Judge Foster, of Calhoun County, replied as follows:
The war had settled two questions forever, one that of secession, the other of slavery. They had been settled by a power whose decision was binding and final and from which there was no appeal—the power of the sword. Disputes between individuals could be settled by events, but they have no power to adjust differences between States and nations. They must be adjusted by compromise and negotiation or submitted to the arbitrament of the sword. The decisions of the Supreme Court were not respected or obeyed even by political parties. In McEndrick's case the court decided the United States Bank to be constitutional, yet the United States Bank was destroyed mainly on the ground of its unconstitutionality. The decision had no power to preserve the Constitution. So in the Dred Scott case, the decision gave the South all they claimed on the slavery question. It had no practical effect, only to exasperate the Republican party. The State of Georgia at an earlier period, set at defiance the mandate of the Supreme Court.
The substitute offered by Mr. White proposed to await the action of the Supreme Court. It was immaterial what that action was, so far as it secured us any practical benefit. If we went no further than this substitute proposed, the convention have assembled prematurely, and we ought to adjourn.

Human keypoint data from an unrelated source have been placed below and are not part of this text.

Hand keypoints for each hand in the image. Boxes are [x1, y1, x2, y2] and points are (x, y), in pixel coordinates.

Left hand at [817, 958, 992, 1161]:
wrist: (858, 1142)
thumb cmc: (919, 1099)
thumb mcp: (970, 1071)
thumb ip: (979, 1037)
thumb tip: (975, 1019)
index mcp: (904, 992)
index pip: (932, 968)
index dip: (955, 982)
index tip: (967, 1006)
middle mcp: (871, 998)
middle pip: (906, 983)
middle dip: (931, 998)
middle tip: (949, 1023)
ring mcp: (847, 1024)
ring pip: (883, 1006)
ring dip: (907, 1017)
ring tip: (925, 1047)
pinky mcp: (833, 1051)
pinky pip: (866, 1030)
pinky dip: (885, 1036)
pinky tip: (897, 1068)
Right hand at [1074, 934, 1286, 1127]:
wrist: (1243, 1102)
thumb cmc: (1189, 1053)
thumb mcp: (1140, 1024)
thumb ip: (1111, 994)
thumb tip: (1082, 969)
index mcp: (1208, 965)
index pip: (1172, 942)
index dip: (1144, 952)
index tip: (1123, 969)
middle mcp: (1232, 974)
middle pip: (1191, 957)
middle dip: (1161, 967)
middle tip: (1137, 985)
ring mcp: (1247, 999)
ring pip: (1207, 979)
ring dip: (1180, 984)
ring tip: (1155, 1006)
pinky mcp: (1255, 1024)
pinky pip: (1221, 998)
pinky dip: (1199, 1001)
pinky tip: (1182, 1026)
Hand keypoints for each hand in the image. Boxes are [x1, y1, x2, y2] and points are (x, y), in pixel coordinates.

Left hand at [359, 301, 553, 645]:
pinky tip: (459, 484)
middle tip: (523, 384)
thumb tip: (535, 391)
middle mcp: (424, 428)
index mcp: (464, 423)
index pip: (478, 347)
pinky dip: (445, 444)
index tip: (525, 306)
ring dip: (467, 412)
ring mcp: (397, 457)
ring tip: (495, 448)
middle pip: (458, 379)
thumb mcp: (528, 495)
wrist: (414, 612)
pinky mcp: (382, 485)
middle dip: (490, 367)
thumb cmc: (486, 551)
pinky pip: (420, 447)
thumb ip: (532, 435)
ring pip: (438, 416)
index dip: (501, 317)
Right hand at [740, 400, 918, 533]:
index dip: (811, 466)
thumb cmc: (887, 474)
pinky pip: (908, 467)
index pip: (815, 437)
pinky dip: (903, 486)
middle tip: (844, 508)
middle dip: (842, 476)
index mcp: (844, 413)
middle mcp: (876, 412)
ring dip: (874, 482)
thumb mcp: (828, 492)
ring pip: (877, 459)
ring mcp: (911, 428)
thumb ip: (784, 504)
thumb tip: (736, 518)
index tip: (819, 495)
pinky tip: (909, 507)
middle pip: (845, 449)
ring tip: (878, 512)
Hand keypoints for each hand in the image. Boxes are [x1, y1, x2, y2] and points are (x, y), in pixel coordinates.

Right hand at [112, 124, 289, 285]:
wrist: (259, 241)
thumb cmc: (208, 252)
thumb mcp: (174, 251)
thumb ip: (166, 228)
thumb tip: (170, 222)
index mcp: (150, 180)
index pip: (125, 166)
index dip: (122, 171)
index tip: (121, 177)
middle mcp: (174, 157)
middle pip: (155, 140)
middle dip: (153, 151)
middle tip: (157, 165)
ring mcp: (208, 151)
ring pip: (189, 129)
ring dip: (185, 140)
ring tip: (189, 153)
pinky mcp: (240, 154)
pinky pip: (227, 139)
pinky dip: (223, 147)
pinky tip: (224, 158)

The first ordinance reported by the committee asserted a fact, apparent to every one, that the institution of slavery had been destroyed, not deciding when or how, whether constitutionally or unconstitutionally. Gentlemen could select their own ground. First, the act of Congress and the President's Proclamation; second, by the military power of the Government of the United States—the occupation of our country by armed soldiers—the estabishment of the Freedmen's Bureau, and the practical severing of the tie between master and slave. The ordinance also asserted the proposition that we would not revive slavery. This was an impossibility. The Government of the United States in every department was unalterably determined that slavery should no longer exist. The edict had gone forth, and we were powerless to resist it. We were a subjugated people, and our conquerors could dictate their own terms. We could not resist the power of the Government. The overpowering force of public opinion at the North, backed by a million of bayonets, and the universal sentiments of the civilized world, were against us. We had tried this in the way of our strength and failed.
We could not reduce the negroes to slavery if the United States would withdraw their forces and stand aloof. We were exhausted, and the attempt would lead to a recnactment of the bloody scenes of St. Domingo. The Assembly of France abolished Slavery in that island—no insurrection followed. Afterwards the Assembly repealed the law, the planters attempted to subject the negro again to slavery, and then the insurrection broke out in all its force. Such would be the case now, and after scenes of horror, and carnage, and blood, one race or the other would be exterminated and Alabama a desert.
The country needed repose. The people had made up their minds that slavery was gone, and were accommodating themselves to the new order of things. It was wrong to awaken delusive hopes that could never be satisfied. Our wisest course was in good faith to accept the situation and restore our relations with the Federal Union—reorganize our State Government, that law and order might again prevail in the land. By industry and energy our national prosperity may be restored, our fields ripen again with the richest harvest, commerce and manufactures revive: our cities rebuilt and schools crowded with scholars; peace, and order, and happiness over our land, and Alabama again become a great State in this great nation.